Gambling Taxpayer Money on a High-Speed Train to Vegas
Wendell Cox /
Even as the President and Congress have again failed to deal with the genuine fiscal threats facing the nation, the Department of Transportation (DOT) is considering gambling $5.5 billion in taxpayer funds on a high-speed train to Las Vegas.
The loan could be approved under the Federal Railroad Administration’s Railroad Rehabilitation and Improvement Financing (RRIF) Program. The loan would be by far the largest ever made under RRIF and would exceed the gross amount of all loans made throughout its history.
The train, called Xpress West, would operate from Victorville, California, to Las Vegas, Nevada. Promoters expect people to drive 50 to 100 miles to get to the station and then get off the freeway, park, and board the train for the final 175 miles to Las Vegas. Nowhere in the world do people drive so far to board a train for such a short trip.
The promoters of this plan claim that fares will pay to build the line, something even the International Railway Union admits has happened only twice in a half century of high-speed rail.
Absurdly optimistic ridership and revenue projections are “business as usual” in such projects. The situation is so dire that Oxford University academic research calls it “lying” and further says that promoters are engaging in “strategic misrepresentation” to improve the chances of approving projects.
We examined the train’s projections in a taxpayer risk assessment for the Reason Foundation and found a level of optimism that was stunning. Promoters anticipate ridership four times that of Amtrak’s Acela high-speed train in the high-density Washington and New York corridor.
By comparing the Southern California-to-Las Vegas market to others with similar characteristics, we estimated that the actual ridership and revenue would be approximately two-thirds less than projected. That would mean the train would be unable to repay its loan from federal taxpayers.
At this likely level of ridership, default on the federal loan seems likely to occur sometime in the first decade. If the costs of building the train increase, as the Oxford University research has documented for other projects, the line might be only partially completed, with the states of Nevada and California—and their local governments—being faced with the potential of a huge financial bailout.
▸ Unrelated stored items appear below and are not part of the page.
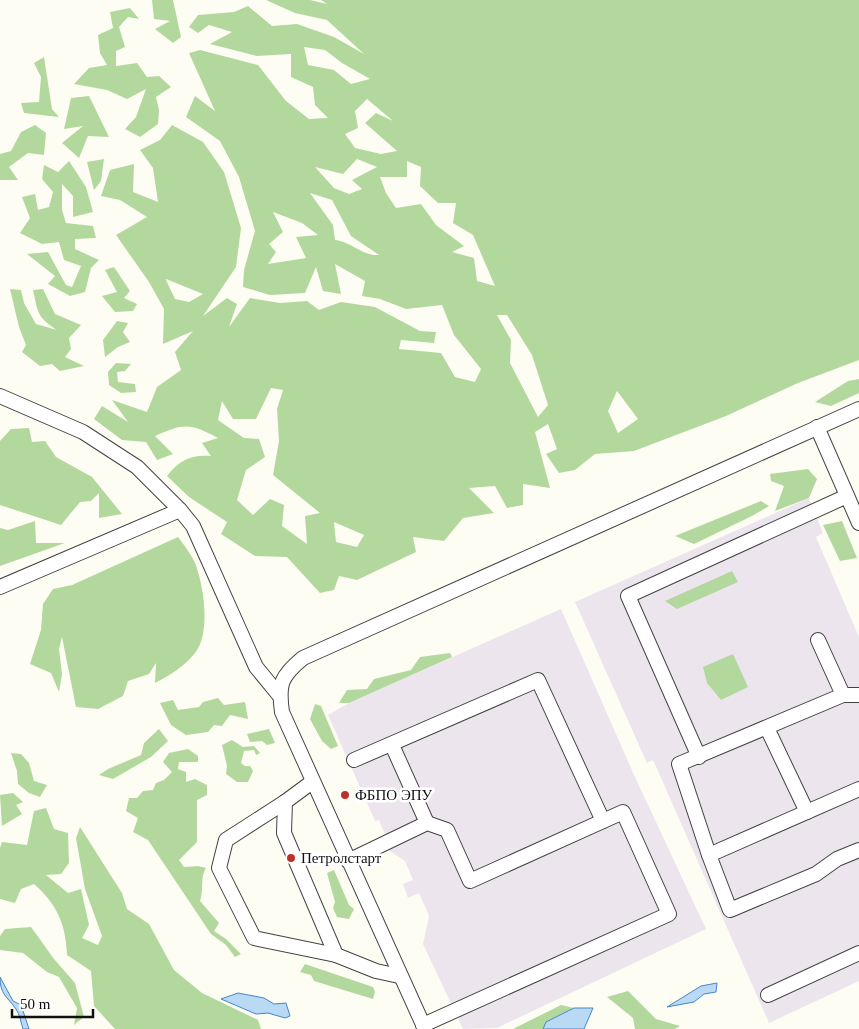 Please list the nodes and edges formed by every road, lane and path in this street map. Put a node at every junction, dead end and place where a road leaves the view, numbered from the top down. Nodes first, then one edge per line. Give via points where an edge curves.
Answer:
1 (0, 396) edge
2 (859, 409) edge
3 (817, 427) junction
4 (847, 496) junction
5 (180, 510) junction
6 (858, 518) edge
7 (0, 587) edge
8 (818, 640) dead end
9 (279, 695) junction
10 (842, 695) junction
11 (859, 695) edge
12 (767, 728) junction
13 (392, 745) junction
14 (699, 757) junction
15 (354, 760) dead end
16 (312, 782) junction
17 (859, 789) edge
18 (285, 802) junction
19 (807, 812) junction
20 (603, 821) junction
21 (427, 823) junction
22 (859, 850) edge
23 (709, 855) junction
24 (348, 862) junction
25 (859, 953) edge
26 (336, 955) junction
27 (399, 976) junction
28 (768, 995) dead end
29 (424, 1027) edge

1 - 5 street via 82,432 137,467
2 - 3 street
3 - 4 street
3 - 9 street via 302,658 281,681
4 - 6 street
4 - 14 street via 628,596
5 - 7 street
5 - 9 street via 193,526 256,667
8 - 10 street
9 - 16 street via 282,712
10 - 11 street
10 - 12 street
12 - 14 street
12 - 19 street
13 - 15 street
13 - 20 street via 538,680
13 - 21 street
14 - 23 street via 679,764
16 - 18 street
16 - 24 street
17 - 19 street
18 - 26 street via 284,833
18 - 26 street via 226,840 219,868 254,938
19 - 23 street
20 - 21 street via 470,881 447,830
20 - 29 street via 623,812 669,914
21 - 24 street
22 - 23 street via 837,859 816,874 730,910
24 - 27 street
25 - 28 street
26 - 27 street
27 - 29 street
Project promoters claim that the traffic congestion on Interstate 15 will induce large numbers of people to transfer to the train after having driven from 50 to more than 100 miles to get to the station. Indeed, drivers encounter most of the traffic congestion between Los Angeles and Victorville, before they would get on the train, rather than between Victorville and Las Vegas.
Our review of weekend travel reports indicates that door-to-door travel delays returning from Las Vegas rarely exceeded one hour (on a four- to five-hour trip) and occur for only a few hours on the last day of the weekend. Nearly all of the time, driving will be slightly faster than the door-to-door travel time including the high-speed train.
Further, it will be expensive to ride the train. Based upon the project planning documentation and Department of Energy projections, the out-of-pocket cost of driving is expected to be approximately one-half the train fare. The average car between Los Angeles and Las Vegas has 2.7 occupants. Even with one occupant, the car is likely to be less expensive, and with two occupants, the car is likely to be far less expensive.
More recently, project promoters have claimed that the train will link further to Palmdale, where it would connect with the proposed California High Speed Rail line. This would do virtually nothing to make the Vegas train commercially viable. The California High Speed Rail line is doubtful at best. It is many billions of dollars short of its requirements and even if it were to be completed, it would not be available for the Las Vegas connection until long after the likely loan default. Finally, the extension to Palmdale could not reasonably be expected to make up the huge likely revenue deficit.
This, of course, would not be the first time the federal government has gambled hard-earned taxpayer money. An eventual default could be more than 10 times the taxpayer cost of the infamous Solyndra loan guarantee. The federal government has no business gambling taxpayer funds on this project and should decline the loan application.
While it would be inappropriate to risk taxpayer funds to support leisure travel in the best of times, it would go beyond the pale to provide funding while Congress and the President continue to (unsuccessfully) argue over what taxes to raise and what programs to cut. If the project were financially viable, it would be financed by the commercial financial sector. They have passed on the gamble. So should the federal government.
Wendell Cox is a visiting fellow at the Heritage Foundation. In a 2000 report, he predicted the eventual bankruptcy of the Las Vegas Monorail, which project promoters claimed would be able to repay $600 million of bonded debt. That report used similar analysis, and its accurate prediction of both bankruptcy and realistic ridership was predicated on overly optimistic revenue and ridership statistics, which were the basis of bond issues.